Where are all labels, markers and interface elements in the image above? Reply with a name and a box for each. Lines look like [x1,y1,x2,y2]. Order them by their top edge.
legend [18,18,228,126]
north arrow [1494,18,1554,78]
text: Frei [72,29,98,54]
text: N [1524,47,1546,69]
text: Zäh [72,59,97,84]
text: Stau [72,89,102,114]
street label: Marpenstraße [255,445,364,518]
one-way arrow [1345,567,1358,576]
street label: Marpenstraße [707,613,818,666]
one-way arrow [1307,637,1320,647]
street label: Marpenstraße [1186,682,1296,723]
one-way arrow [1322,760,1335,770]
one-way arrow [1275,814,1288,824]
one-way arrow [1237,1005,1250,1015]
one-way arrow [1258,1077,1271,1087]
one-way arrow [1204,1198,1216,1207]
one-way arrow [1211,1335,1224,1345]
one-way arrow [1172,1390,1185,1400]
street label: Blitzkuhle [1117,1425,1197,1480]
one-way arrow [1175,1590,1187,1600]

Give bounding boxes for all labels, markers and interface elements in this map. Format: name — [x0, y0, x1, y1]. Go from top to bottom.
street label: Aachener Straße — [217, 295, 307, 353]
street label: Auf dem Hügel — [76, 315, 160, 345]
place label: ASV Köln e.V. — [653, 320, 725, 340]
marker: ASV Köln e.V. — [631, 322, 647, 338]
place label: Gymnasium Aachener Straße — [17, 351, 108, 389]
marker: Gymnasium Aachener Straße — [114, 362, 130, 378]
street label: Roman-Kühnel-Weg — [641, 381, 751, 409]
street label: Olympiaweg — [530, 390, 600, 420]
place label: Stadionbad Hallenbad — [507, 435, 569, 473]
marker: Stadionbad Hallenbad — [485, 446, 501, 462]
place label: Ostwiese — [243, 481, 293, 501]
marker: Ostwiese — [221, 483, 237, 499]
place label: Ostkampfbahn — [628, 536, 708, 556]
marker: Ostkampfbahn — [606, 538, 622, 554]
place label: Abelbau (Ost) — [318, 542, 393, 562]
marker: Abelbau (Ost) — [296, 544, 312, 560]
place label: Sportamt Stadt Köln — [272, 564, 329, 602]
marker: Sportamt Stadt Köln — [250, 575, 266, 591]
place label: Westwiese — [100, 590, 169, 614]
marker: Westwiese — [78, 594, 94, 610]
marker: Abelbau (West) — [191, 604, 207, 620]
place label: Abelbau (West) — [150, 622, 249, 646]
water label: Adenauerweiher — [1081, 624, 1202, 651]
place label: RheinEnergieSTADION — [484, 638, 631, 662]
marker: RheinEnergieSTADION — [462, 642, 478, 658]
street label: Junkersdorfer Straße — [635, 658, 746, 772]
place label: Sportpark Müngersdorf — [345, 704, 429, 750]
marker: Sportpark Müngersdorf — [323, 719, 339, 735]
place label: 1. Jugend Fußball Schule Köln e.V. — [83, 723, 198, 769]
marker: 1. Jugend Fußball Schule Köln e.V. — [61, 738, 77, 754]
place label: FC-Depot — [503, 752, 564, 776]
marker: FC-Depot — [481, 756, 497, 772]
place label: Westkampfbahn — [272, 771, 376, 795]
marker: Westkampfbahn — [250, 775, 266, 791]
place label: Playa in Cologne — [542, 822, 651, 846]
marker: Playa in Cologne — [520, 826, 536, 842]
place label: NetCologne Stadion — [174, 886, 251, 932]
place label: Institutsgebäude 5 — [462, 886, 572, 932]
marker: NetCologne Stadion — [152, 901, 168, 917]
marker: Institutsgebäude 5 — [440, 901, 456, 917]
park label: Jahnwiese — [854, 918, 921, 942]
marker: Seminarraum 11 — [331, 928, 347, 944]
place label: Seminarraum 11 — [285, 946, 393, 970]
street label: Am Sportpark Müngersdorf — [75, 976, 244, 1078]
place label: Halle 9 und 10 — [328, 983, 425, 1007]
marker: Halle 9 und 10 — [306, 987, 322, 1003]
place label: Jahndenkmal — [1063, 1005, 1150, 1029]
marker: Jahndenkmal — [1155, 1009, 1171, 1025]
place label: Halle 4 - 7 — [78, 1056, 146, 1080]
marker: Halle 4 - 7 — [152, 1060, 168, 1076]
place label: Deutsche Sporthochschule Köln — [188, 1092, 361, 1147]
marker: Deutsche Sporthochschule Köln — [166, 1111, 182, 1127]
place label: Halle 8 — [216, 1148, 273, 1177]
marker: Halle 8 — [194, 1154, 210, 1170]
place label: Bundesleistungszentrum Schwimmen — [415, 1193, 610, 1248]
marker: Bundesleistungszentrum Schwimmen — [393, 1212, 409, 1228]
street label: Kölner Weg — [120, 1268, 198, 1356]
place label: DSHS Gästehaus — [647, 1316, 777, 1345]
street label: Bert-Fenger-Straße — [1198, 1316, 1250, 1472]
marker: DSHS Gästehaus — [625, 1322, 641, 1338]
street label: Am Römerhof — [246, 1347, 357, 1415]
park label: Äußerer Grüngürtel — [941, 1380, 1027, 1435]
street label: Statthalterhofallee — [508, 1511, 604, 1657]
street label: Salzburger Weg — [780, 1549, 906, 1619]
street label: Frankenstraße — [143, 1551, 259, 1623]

= = = = = = =

Action item
Your answer should be each line from the preceding material in which the word "Gymnasium" occurs.

Final answer
place label: Gymnasium Aachener Straße — [17, 351, 108, 389]
marker: Gymnasium Aachener Straße — [114, 362, 130, 378]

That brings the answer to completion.